The AMD Mantle Thread

selni · Nov 29, 2013

psoomah said:
● This conversation originated from my "Basically it means Mantle can address, and flexibly distribute the workload between, an APU and a GCN dGPU at the same time." statement, so how is Mantle allowing direct memory control "another issue entirely"?
● I don't get your 'huge difference in power' thing. We're not talking a dual core Sempron here, Kaveri is an extremely powerful high performance processor in it's own right, 512 SPs aren't chopped liver. Even without Mantle in that leaked hotel room video Kaveri was smoothly running BF4 with everything set to 'high'. Programmers can assign pretty much anything they want to it.

One is about allowing developers to do pretty much whatever they want with memory on the GPU, as opposed to DX. This is a Very Good Thing, and not many will argue otherwise. This lets you do stuff you couldn't do before. That's also obviously a prerequisite for the second part, which is a unified address space that lets the APU and dGPU essentially share pointers. While really neat in the APU/console case, it's much less interesting in the dGPU case - what advantage is there here as opposed to having an APU address space and dGPU address space?

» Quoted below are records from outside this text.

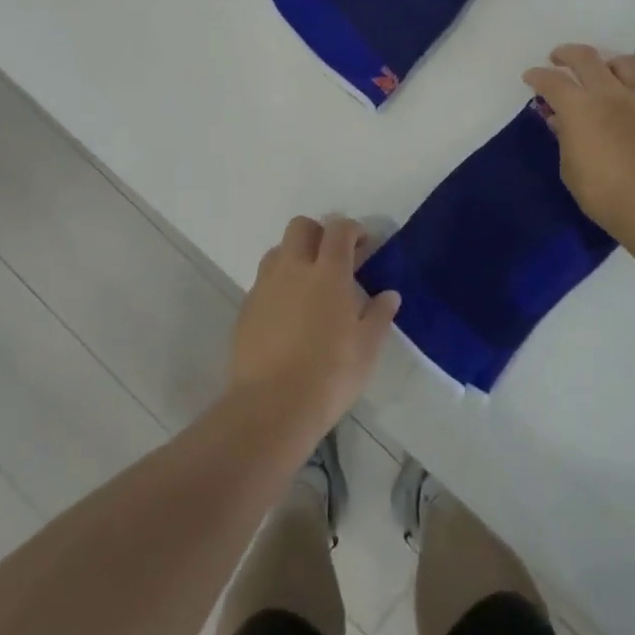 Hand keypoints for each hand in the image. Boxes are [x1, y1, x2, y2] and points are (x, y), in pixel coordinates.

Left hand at [227, 216, 400, 449]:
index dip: (352, 229)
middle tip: (333, 258)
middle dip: (319, 233)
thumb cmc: (329, 376)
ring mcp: (265, 286)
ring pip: (278, 251)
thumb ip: (378, 316)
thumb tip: (389, 295)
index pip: (338, 229)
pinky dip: (277, 285)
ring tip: (308, 284)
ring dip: (294, 255)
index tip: (363, 244)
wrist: (270, 407)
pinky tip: (287, 314)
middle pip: (301, 227)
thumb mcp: (366, 349)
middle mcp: (293, 268)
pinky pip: (263, 281)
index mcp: (328, 272)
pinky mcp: (246, 308)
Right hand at [523, 44, 634, 243]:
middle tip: (558, 59)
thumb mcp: (570, 168)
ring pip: (624, 63)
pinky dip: (634, 88)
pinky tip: (630, 102)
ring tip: (601, 73)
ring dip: (607, 63)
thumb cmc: (603, 192)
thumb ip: (564, 137)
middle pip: (585, 57)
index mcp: (578, 106)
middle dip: (566, 53)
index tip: (530, 78)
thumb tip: (560, 120)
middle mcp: (609, 93)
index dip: (536, 76)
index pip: (551, 80)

What I mean by the difference in power is that the simplest way to do multi GPU is AFR. Obviously you can't do that here when one GPU is 6-7x faster than the other, so you need a new approach and whatever you're running on the iGPU can't be memory bandwidth heavy etc (because unified address space or not, it's going to be across PCIe).

Basically crossfiring an APU and high end dGPU still looks too hard to be worthwhile, mantle or not.

selni · Nov 29, 2013

Abwx said:
Sorry i confused the two issues, right that it s a different
matter once a dGPU is added.

Yeah, I think unified memory for an APU is a huge development - it's going to be very interesting to see how console (and possibly PC!) devs use it.

psoomah · Nov 30, 2013

selni said:
Again that discussion is about a dGPU + APU - obviously the APU can have truly unified memory, but what happens when the dGPU tries to access APU memory and vice versa?

If it's a R9 290 card - "A. 290 and 290X support system unified addressing."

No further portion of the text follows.